Finland has agreed to a Model 1A agreement where FFIs in Finland will report information to the Finnish Ministry of Finance, which will subsequently exchange information with the IRS.  This agreement is reciprocal, meaning that the U.S. will also report account information about Finnish individuals and entities in the U.S. to Finland.

Chile has agreed to a Model 2 agreement where FFIs in Chile will report information about consenting U.S. accounts directly to the IRS.  Information on non-consenting U.S. accounts can be reported government-to-government through a treaty request.

All FATCA intergovernmental agreements can be found here.

FATCA Update: Italy Signs Intergovernmental Agreement and District Court Upholds New Reporting Regulation

On Friday, Italy became the latest nation to sign an agreement pledging tax transparency sought by the Foreign Account Tax Compliance Act (FATCA), which requires U.S. financial institutions to withhold certain payments made to foreign financial institutions (“FFI”) that do not agree to report U.S. taxpayer account information to the IRS.

Italy signed a Model 1A agreement, where FFIs will provide account information to the Italian government, which will report that information to the IRS.  The U.S. has agreed to reciprocity with Italy such that the U.S. will provide similar account information about Italian individuals who have accounts in the U.S.  Nineteen countries have entered into FATCA compliance agreements, which can all be found here.

On the home front, Judge James E. Boasberg of the United States District Court for the District of Columbia rejected a challenge by the Florida and Texas Bankers Associations to new income-reporting regulations issued by the IRS.  The new regulations require U.S. banks to report the amount of interest earned by accountholders who reside in a foreign country where the U.S. has an exchange agreement.  Part of the impetus for the new reporting requirements was to ensure that the intergovernmental agreements entered into with foreign countries will be respected.  Indeed, FATCA’s success depends upon the exchange of information with foreign financial institutions.  And, since the IRS has obligations under some of the FATCA intergovernmental agreements, like the one with Italy discussed above, it must have the ability to gather the necessary information within the U.S. to disclose to the participating country.

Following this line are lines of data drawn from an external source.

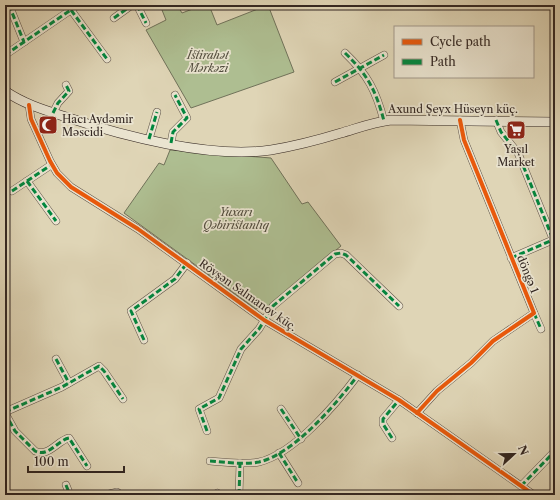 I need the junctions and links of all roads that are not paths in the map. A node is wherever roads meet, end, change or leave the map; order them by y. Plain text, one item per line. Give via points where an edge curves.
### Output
1 (9, 5) edge
2 (78, 5) edge
3 (132, 5) edge
4 (137, 5) edge
5 (71, 10) junction
6 (114, 18) dead end
7 (146, 23) dead end
8 (24, 42) junction
9 (345, 53) dead end
10 (5, 55) edge
11 (384, 55) dead end
12 (107, 59) dead end
13 (362, 69) junction
14 (335, 82) dead end
15 (66, 85) dead end
16 (7, 95) edge
17 (175, 95) dead end
18 (29, 105) junction
19 (157, 112) dead end
20 (53, 113) junction
21 (460, 120) junction
22 (496, 120) junction
23 (384, 121) junction
24 (555, 122) edge
25 (149, 139) junction
26 (171, 143) junction
27 (51, 165) junction
28 (27, 181) junction
29 (12, 191) dead end
30 (56, 221) dead end
31 (554, 241) edge
32 (511, 258) junction
33 (187, 263) junction
34 (399, 306) dead end
35 (534, 313) junction
36 (264, 320) junction
37 (540, 329) dead end
38 (144, 340) dead end
39 (56, 359) dead end
40 (358, 375) junction
41 (69, 383) junction
42 (123, 399) dead end
43 (399, 400) junction
44 (281, 409) dead end
45 (5, 412) edge
46 (417, 412) junction
47 (207, 431) dead end
48 (392, 438) dead end
49 (301, 439) junction
50 (555, 451) edge
51 (279, 453) junction
52 (210, 461) dead end
53 (240, 463) junction
54 (87, 466) dead end
55 (298, 483) dead end
56 (66, 485) dead end
57 (521, 486) junction
58 (70, 495) edge
59 (105, 495) edge
60 (121, 495) edge
61 (239, 495) edge
62 (534, 495) edge

1 - 8 street
2 - 5 street
3 - 6 street
4 - 7 street
5 - 8 street
5 - 12 street
8 - 10 street
9 - 13 street
11 - 13 street
13 - 14 street
13 - 23 street via 373,88
15 - 20 street via 69,91
16 - 18 main road, Axund Şeyx Hüseyn küç.
17 - 26 street via 187,118 174,132
18 - 20 main road, Axund Şeyx Hüseyn küç.
18 - 27 street, Rövşən Salmanov küç. via 31,119
19 - 25 street
20 - 25 main road, Axund Şeyx Hüseyn küç.
21 - 22 main road, Axund Şeyx Hüseyn küç.
21 - 23 main road, Axund Şeyx Hüseyn küç.
21 - 32 street, döngə 1 via 464,140
22 - 24 main road, Axund Şeyx Hüseyn küç.
22 - 31 street via 501,132 518,153
23 - 26 main road, Axund Şeyx Hüseyn küç. via 317,140 258,151 224,151
25 - 26 main road, Axund Şeyx Hüseyn küç.
27 - 28 street
27 - 33 street, Rövşən Salmanov küç. via 71,187
28 - 29 street
28 - 30 street
31 - 32 street
32 - 35 street, döngə 1
33 - 36 street, Rövşən Salmanov küç.
33 - 38 street via 175,279 132,311 131,314
34 - 36 street via 341,253 335,254 278,301
35 - 37 street, döngə 1
35 - 46 street via 493,341
36 - 40 street, Rövşən Salmanov küç.
36 - 47 street via 241,349 219,398 199,409
39 - 41 street
40 - 43 street, Rövşən Salmanov küç.
40 - 49 street
41 - 42 street via 99,366
41 - 45 street
43 - 46 street, Rövşən Salmanov küç.
43 - 48 street via 383,419 383,424
44 - 49 street
45 - 54 street via 15,431 35,451 45,452 69,438
46 - 57 street, Rövşən Salmanov küç. via 433,426
49 - 51 street
50 - 57 street
51 - 53 street via 260,462
51 - 55 street
52 - 53 street
53 - 61 street
56 - 58 street
57 - 62 street, Rövşən Salmanov küç.
59 - 60 street via 117,492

Below is a portion of Judge Boasberg’s opinion where he sets forth (citations omitted) a portion of the IRS’s reasoning for the new expanded reporting regulation:

Expanded reporting was, [the IRS] claimed, “essential to the U.S. Government’s efforts to combat offshore tax evasion.”  Since exchange agreements require mutuality, the regulations “ensure that the IRS is in a position to exchange such information reciprocally with a treaty partner.” Such reciprocity also aids overseas compliance with the Foreign Account Tax Compliance Act, which “require[s] overseas financial institutions to identify U.S. accounts and report information (including interest payments) about those accounts to the IRS.”   Finally, the IRS observed,              “[R]eporting of information required by these regulations will also directly enhance U.S. tax compliance by making it more difficult for U.S. taxpayers with U.S. deposits to falsely claim to be nonresidents in order to avoid U.S. taxation.”

The opinion can be found here.

Internal Revenue Service Announces That U.S., Australia, and United Kingdom Will Share Tax Information About Offshore Trusts and Companies

The IRS announced today that the tax authorities in the United States, Australia, and the United Kingdom have agreed to share tax information about the use of offshore trusts and companies organized in jurisdictions such as Singapore, the British Virgin Islands, Cayman Islands and the Cook Islands.  The announcement states that the U.S., Australia, and the U.K. have each acquired a “substantial amount of data” on the use of offshore trusts and companies.  The data apparently includes the identities of the owners of such entities as well as advisors who helped set up the structures.  It was disclosed that the IRS, the Australian Tax Office and HM Revenue & Customs “have been working together to analyze this data and have uncovered information that may be relevant to tax administrations of other jurisdictions” and that the three countries have developed a plan to share the data.  IRS Acting Commissioner Steven T. Miller said that today’s announcement is “part of a wider effort by the IRS and other tax administrations to pursue international tax evasion.  Our cooperative work with the United Kingdom and Australia reflects a bigger goal of leaving no safe haven for people trying to illegally evade taxes.”

At the conclusion of its announcement, the IRS offers the following warning:

There is nothing illegal about holding assets through offshore entities; however, such offshore arrangements are often used to avoid or evade tax liabilities on income represented by the principal or on the income generated by the underlying assets.  In addition, advisors may be subject to civil penalties or criminal prosecution for promoting such arrangements as a means to avoid or evade tax liability or circumvent information reporting requirements.

. . .

U.S. taxpayers holding assets through offshore entities are encouraged to review their tax obligations with respect to these holdings, seek professional advice if necessary, and to participate in the IRS Offshore Voluntary Disclosure Program where appropriate.  Failure to do so may result in significant penalties and possibly criminal prosecution.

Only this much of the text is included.